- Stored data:
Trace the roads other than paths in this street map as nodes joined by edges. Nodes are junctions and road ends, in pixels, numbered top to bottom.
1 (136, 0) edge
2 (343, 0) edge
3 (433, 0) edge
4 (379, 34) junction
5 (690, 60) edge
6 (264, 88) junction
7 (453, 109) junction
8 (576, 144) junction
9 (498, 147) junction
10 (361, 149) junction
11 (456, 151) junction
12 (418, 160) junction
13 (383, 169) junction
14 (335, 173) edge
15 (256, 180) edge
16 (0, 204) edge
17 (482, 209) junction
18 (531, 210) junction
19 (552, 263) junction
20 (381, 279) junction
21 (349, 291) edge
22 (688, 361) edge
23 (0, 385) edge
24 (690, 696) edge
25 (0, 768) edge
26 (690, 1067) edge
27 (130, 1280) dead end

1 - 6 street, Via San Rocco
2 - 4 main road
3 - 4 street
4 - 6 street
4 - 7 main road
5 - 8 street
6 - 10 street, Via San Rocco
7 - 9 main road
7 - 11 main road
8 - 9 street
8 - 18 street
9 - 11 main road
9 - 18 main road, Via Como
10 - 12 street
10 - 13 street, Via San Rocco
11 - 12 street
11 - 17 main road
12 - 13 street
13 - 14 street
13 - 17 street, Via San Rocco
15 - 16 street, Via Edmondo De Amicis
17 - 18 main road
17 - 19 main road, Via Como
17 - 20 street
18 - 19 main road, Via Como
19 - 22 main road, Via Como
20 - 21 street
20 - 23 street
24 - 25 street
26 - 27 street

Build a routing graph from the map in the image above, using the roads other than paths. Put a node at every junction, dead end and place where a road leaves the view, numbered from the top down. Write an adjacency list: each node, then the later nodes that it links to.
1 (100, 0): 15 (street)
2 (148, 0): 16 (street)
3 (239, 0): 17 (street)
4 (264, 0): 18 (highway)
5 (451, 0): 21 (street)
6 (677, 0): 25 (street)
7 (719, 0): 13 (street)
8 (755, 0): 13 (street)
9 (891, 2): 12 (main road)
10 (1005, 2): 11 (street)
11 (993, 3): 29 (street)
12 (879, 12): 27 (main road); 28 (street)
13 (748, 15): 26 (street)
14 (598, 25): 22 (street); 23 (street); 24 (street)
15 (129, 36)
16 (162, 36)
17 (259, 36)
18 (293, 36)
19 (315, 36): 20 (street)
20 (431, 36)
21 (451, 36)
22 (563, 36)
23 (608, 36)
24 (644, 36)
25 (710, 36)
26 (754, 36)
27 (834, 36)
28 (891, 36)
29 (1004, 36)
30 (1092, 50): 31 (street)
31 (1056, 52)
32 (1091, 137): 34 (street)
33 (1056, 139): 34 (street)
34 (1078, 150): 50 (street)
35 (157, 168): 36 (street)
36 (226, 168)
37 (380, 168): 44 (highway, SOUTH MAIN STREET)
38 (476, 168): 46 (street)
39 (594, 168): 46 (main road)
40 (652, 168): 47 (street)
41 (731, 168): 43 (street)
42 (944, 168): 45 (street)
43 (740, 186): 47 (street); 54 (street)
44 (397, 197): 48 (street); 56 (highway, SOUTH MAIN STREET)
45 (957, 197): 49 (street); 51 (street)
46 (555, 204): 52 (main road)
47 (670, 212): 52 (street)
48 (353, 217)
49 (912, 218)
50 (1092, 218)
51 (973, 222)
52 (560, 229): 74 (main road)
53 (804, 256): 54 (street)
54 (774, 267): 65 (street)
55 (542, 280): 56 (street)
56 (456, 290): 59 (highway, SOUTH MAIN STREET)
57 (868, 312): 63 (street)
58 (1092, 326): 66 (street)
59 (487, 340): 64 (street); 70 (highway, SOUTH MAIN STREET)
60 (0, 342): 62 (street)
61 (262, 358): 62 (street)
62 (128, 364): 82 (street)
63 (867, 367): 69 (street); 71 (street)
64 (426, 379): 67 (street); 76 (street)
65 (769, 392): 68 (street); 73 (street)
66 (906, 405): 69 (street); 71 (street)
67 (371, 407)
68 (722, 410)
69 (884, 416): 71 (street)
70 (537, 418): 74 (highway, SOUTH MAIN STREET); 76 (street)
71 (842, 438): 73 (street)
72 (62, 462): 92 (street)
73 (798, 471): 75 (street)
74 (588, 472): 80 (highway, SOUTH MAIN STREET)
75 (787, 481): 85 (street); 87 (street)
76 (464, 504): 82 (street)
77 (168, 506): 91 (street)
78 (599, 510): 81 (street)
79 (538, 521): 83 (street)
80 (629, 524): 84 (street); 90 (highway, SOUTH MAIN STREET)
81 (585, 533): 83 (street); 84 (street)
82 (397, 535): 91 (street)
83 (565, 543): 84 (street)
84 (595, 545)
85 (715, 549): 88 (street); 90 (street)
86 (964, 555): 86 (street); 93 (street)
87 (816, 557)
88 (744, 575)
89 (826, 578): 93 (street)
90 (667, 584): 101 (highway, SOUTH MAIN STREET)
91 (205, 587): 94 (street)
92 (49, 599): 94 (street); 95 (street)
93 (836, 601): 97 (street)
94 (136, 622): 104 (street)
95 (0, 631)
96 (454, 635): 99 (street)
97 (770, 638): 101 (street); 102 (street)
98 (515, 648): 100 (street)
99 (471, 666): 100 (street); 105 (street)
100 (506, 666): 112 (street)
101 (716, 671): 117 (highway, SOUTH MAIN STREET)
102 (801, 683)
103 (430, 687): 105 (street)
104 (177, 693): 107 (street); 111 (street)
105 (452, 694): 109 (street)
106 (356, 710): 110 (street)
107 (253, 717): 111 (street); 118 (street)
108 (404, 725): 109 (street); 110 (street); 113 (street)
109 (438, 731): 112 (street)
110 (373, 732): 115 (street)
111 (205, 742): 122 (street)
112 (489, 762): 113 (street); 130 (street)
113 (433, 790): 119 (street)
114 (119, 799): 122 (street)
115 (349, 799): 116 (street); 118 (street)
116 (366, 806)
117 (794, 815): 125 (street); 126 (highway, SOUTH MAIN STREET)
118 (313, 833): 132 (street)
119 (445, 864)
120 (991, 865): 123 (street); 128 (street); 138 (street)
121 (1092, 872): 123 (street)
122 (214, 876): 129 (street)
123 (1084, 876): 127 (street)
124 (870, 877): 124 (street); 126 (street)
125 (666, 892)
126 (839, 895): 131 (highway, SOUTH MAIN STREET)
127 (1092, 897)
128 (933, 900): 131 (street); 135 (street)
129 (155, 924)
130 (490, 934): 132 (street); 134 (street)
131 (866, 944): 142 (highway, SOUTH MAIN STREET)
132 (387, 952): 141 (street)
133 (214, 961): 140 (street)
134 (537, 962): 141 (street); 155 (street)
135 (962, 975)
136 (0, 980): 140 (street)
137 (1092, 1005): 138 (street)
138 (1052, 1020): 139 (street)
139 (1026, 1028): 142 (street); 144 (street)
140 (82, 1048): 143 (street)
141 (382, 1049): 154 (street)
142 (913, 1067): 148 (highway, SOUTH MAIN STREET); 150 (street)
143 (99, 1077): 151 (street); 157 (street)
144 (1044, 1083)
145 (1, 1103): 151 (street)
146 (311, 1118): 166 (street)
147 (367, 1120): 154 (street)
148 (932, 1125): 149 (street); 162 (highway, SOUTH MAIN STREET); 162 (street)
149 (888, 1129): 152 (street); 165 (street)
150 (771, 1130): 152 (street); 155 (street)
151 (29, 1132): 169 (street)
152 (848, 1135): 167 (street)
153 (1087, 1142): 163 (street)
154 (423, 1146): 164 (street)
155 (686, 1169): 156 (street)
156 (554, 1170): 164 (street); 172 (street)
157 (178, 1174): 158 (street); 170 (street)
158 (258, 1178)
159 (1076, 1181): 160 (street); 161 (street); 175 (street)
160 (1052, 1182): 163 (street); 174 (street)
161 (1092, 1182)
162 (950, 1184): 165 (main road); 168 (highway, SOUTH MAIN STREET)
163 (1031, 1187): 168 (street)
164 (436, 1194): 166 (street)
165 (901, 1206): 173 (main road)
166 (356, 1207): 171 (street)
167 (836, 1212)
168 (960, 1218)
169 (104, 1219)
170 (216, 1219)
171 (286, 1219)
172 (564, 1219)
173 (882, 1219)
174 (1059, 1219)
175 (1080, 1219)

- What the task asks: Return each line of the data above that includes the word "nodes".

- Output:
Trace the roads other than paths in this street map as nodes joined by edges. Nodes are junctions and road ends, in pixels, numbered top to bottom.
Build a routing graph from the map in the image above, using the roads other than paths. Put a node at every junction, dead end and place where a road leaves the view, numbered from the top down. Write an adjacency list: each node, then the later nodes that it links to.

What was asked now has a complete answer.